[Extracted records — start]

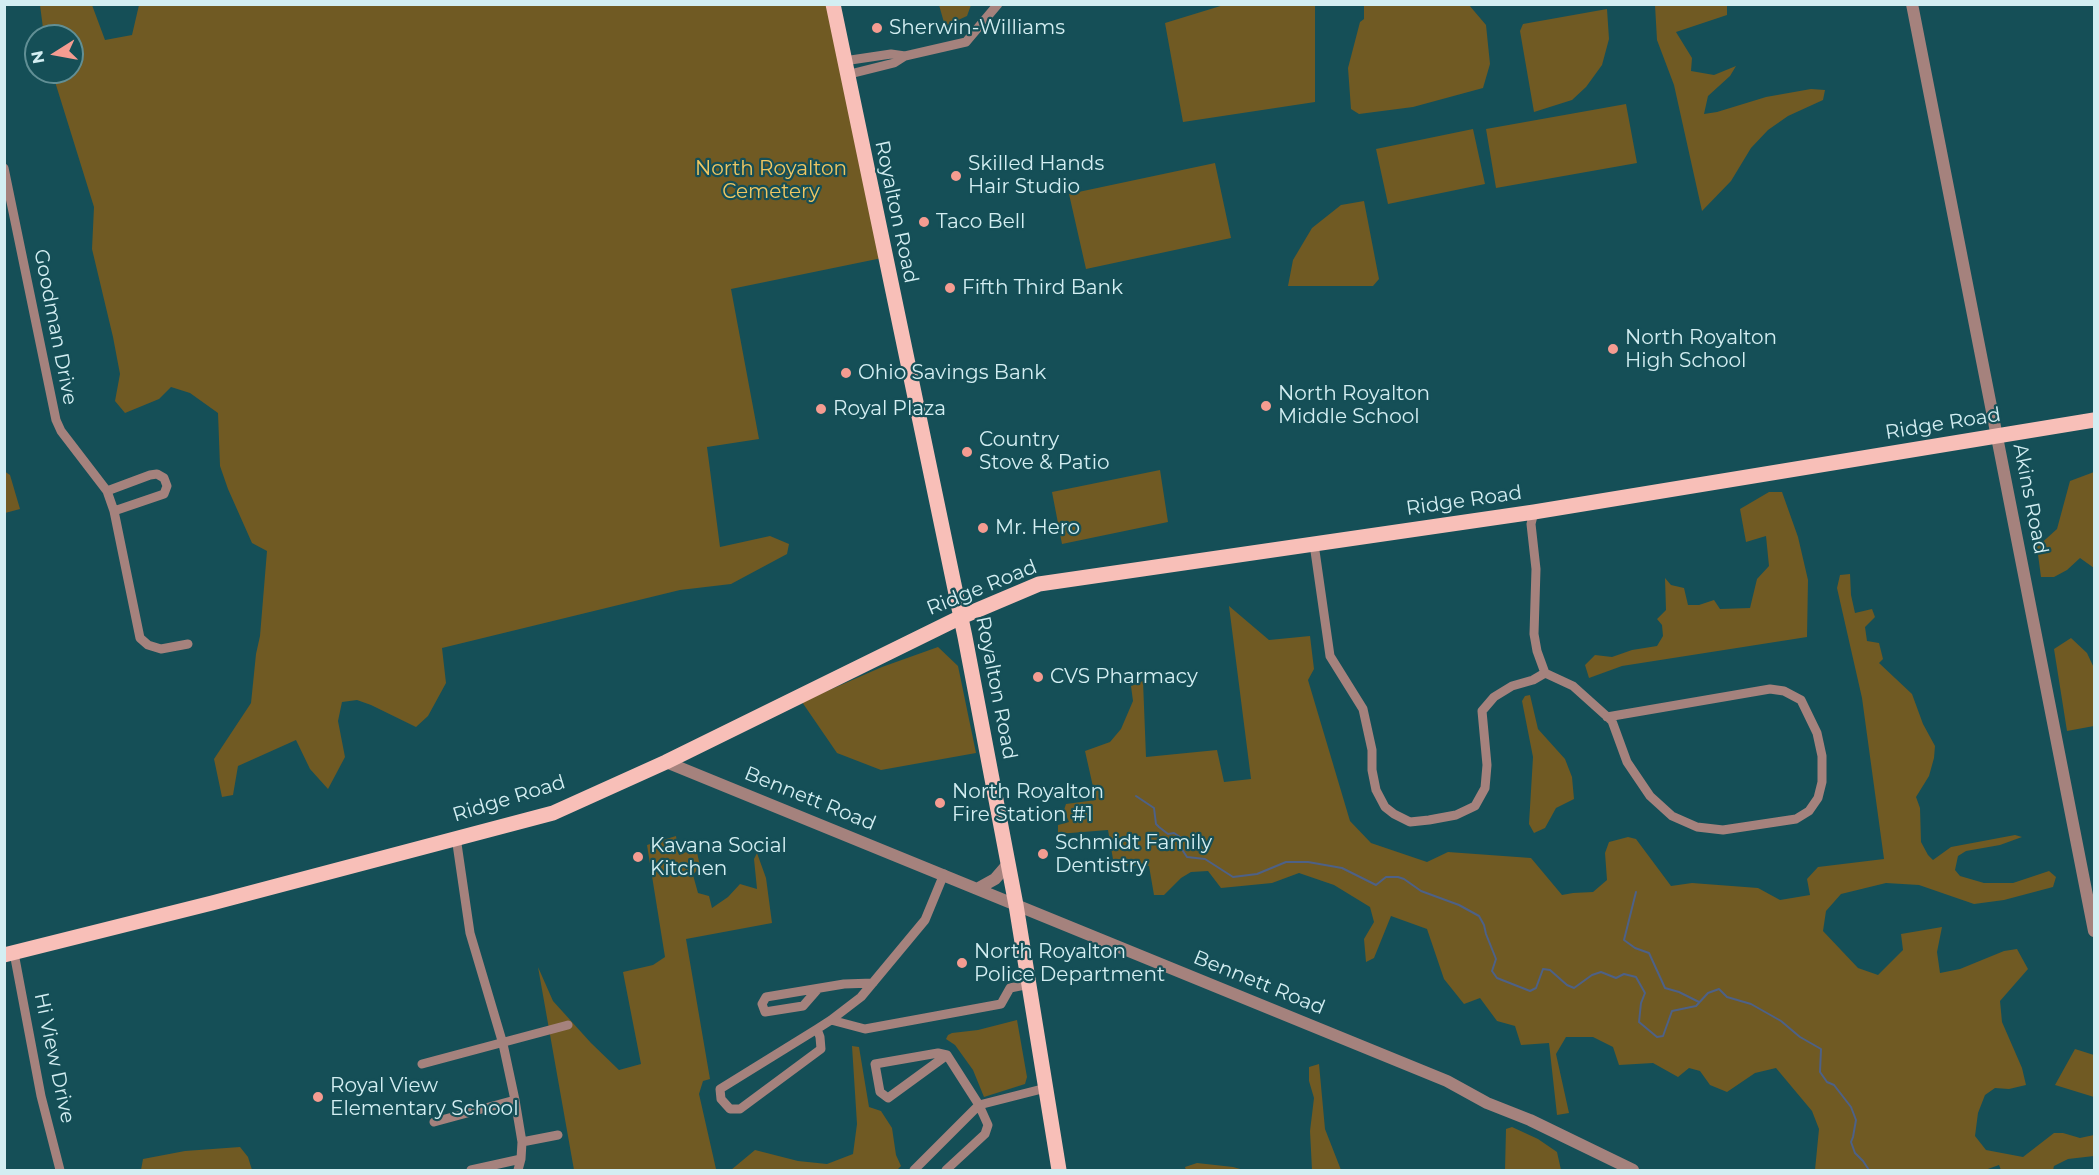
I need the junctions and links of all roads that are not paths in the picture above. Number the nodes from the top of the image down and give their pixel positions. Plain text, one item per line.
1 (833, 4) edge
2 (998, 4) edge
3 (1912, 4) edge
4 (845, 68) junction
5 (4, 168) edge
6 (2094, 420) edge
7 (1998, 436) junction
8 (107, 490) junction
9 (114, 511) junction
10 (1534, 513) junction
11 (1314, 544) junction
12 (961, 617) junction
13 (188, 644) dead end
14 (1545, 673) junction
15 (1607, 717) junction
16 (666, 762) junction
17 (456, 837) junction
18 (1008, 864) junction
19 (944, 874) junction
20 (977, 888) junction
21 (1016, 905) junction
22 (2094, 931) edge
23 (9, 954) edge
24 (873, 983) junction
25 (1030, 984) junction
26 (817, 990) junction
27 (831, 1020) junction
28 (568, 1025) dead end
29 (817, 1029) junction
30 (503, 1044) junction
31 (947, 1054) junction
32 (422, 1064) dead end
33 (1046, 1088) junction
34 (515, 1100) junction
35 (979, 1105) junction
36 (434, 1122) dead end
37 (558, 1135) dead end
38 (522, 1142) junction
39 (521, 1159) junction
40 (60, 1170) edge
41 (471, 1170) edge
42 (518, 1170) edge
43 (914, 1170) edge
44 (946, 1170) edge
45 (1059, 1170) edge
46 (1633, 1170) edge

1 - 4 main road, Royalton Road
2 - 4 street
3 - 7 street, Akins Road
4 - 12 main road, Royalton Road
5 - 8 street, Goodman Drive
6 - 7 main road, Ridge Road
7 - 10 main road, Ridge Road
7 - 22 street, Akins Road
8 - 9 street, Goodman Drive
8 - 9 street
9 - 13 street, Goodman Drive
10 - 11 main road, Ridge Road
10 - 14 street
11 - 12 main road, Ridge Road
11 - 14 street
12 - 16 main road, Ridge Road
12 - 18 main road, Royalton Road
14 - 15 street
15 - 15 street
16 - 17 main road, Ridge Road
16 - 19 street, Bennett Road
17 - 23 main road, Ridge Road
17 - 30 street
18 - 20 street
18 - 21 main road, Royalton Road
19 - 20 street, Bennett Road
19 - 24 street
20 - 21 street, Bennett Road
21 - 25 main road, Royalton Road
21 - 46 street, Bennett Road
23 - 40 street, Hi View Drive
24 - 26 street
24 - 27 street
25 - 27 street
25 - 33 main road, Royalton Road
26 - 26 street
27 - 29 street
28 - 30 street
29 - 29 street
30 - 32 street
30 - 34 street
31 - 31 street
31 - 35 street
33 - 35 street
33 - 45 main road, Royalton Road
34 - 36 street
34 - 38 street
35 - 43 street
35 - 44 street
37 - 38 street
38 - 39 street
39 - 41 street
39 - 42 street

[Extracted records — finish]

The expected response is every entry above, repeated exactly, pictures removed.

- [Expected output]:
I need the junctions and links of all roads that are not paths in the picture above. Number the nodes from the top of the image down and give their pixel positions. Plain text, one item per line.
1 (833, 4) edge
2 (998, 4) edge
3 (1912, 4) edge
4 (845, 68) junction
5 (4, 168) edge
6 (2094, 420) edge
7 (1998, 436) junction
8 (107, 490) junction
9 (114, 511) junction
10 (1534, 513) junction
11 (1314, 544) junction
12 (961, 617) junction
13 (188, 644) dead end
14 (1545, 673) junction
15 (1607, 717) junction
16 (666, 762) junction
17 (456, 837) junction
18 (1008, 864) junction
19 (944, 874) junction
20 (977, 888) junction
21 (1016, 905) junction
22 (2094, 931) edge
23 (9, 954) edge
24 (873, 983) junction
25 (1030, 984) junction
26 (817, 990) junction
27 (831, 1020) junction
28 (568, 1025) dead end
29 (817, 1029) junction
30 (503, 1044) junction
31 (947, 1054) junction
32 (422, 1064) dead end
33 (1046, 1088) junction
34 (515, 1100) junction
35 (979, 1105) junction
36 (434, 1122) dead end
37 (558, 1135) dead end
38 (522, 1142) junction
39 (521, 1159) junction
40 (60, 1170) edge
41 (471, 1170) edge
42 (518, 1170) edge
43 (914, 1170) edge
44 (946, 1170) edge
45 (1059, 1170) edge
46 (1633, 1170) edge

1 - 4 main road, Royalton Road
2 - 4 street
3 - 7 street, Akins Road
4 - 12 main road, Royalton Road
5 - 8 street, Goodman Drive
6 - 7 main road, Ridge Road
7 - 10 main road, Ridge Road
7 - 22 street, Akins Road
8 - 9 street, Goodman Drive
8 - 9 street
9 - 13 street, Goodman Drive
10 - 11 main road, Ridge Road
10 - 14 street
11 - 12 main road, Ridge Road
11 - 14 street
12 - 16 main road, Ridge Road
12 - 18 main road, Royalton Road
14 - 15 street
15 - 15 street
16 - 17 main road, Ridge Road
16 - 19 street, Bennett Road
17 - 23 main road, Ridge Road
17 - 30 street
18 - 20 street
18 - 21 main road, Royalton Road
19 - 20 street, Bennett Road
19 - 24 street
20 - 21 street, Bennett Road
21 - 25 main road, Royalton Road
21 - 46 street, Bennett Road
23 - 40 street, Hi View Drive
24 - 26 street
24 - 27 street
25 - 27 street
25 - 33 main road, Royalton Road
26 - 26 street
27 - 29 street
28 - 30 street
29 - 29 street
30 - 32 street
30 - 34 street
31 - 31 street
31 - 35 street
33 - 35 street
33 - 45 main road, Royalton Road
34 - 36 street
34 - 38 street
35 - 43 street
35 - 44 street
37 - 38 street
38 - 39 street
39 - 41 street
39 - 42 street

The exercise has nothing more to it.